If we scale this down to an individual level, it allows me to offer an example of what I'm trying to say: If I thought about everyone I love who has died every day of my life with the same intensity I did in the first weeks and months after their death, I'd be sobbing uncontrollably every day and utterly dysfunctional. And some days it hits me, and I am precisely that. But not every day, and not as often as with more proximity to their deaths. This is normal, and I would argue, healthy.

Now, that doesn't mean there aren't those with what I suppose could be termed "compassion bias" who care more about their own than those half a world away. I think to deny that would be naïve and inaccurate. And if that's all this topic seeks to point out, then fair enough. Because it exists. But it also doesn't mean that everyone has that bias or that the present outpouring of grief must be reflective of it. Believe me, many people care deeply about any tragic loss of life - or even a loss of life not so tragic - and have strong emotions about them. The two are not mutually exclusive.

Finally, you have to consider information access. One can only experience and express grief and/or compassion about something they are aware of. And lack of awareness is not lack of compassion. It is simply lack of awareness.

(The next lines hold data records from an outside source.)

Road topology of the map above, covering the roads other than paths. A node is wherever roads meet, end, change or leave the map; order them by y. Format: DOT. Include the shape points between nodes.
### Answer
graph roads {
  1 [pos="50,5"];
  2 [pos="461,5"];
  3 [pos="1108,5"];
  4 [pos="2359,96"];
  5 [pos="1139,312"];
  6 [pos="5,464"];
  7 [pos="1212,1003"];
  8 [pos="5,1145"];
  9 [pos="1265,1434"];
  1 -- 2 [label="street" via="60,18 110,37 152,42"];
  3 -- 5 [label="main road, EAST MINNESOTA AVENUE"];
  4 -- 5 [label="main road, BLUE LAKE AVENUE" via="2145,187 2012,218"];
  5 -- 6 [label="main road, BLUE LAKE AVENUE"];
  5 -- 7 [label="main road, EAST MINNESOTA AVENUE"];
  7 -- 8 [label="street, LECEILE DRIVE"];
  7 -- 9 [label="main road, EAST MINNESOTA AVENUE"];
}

I remember this story. I was appalled by it when it first began to circulate. I remember the start of the war in Afghanistan as well. A friend of mine was at work in a factory in Michigan when news reports began coming in of U.S. air strikes in the country. Her co-workers all cheered. She had mixed feelings. Neither of us are really capable of feeling joy or pride when our soldiers go off to war. Just sadness. I understood why what was happening was happening, but I also realized it meant a lot of innocent people - on both sides - were going to die and that made me very sad. Those years were sad and destructive in more ways than one for many, many people throughout the world.

Believe me. People care. But what happened in Boston just happened. Naturally, the wound is still fresh. This should be seen as a perfectly normal and expected response in my opinion. I would worry more if people couldn't show compassion in the face of such events.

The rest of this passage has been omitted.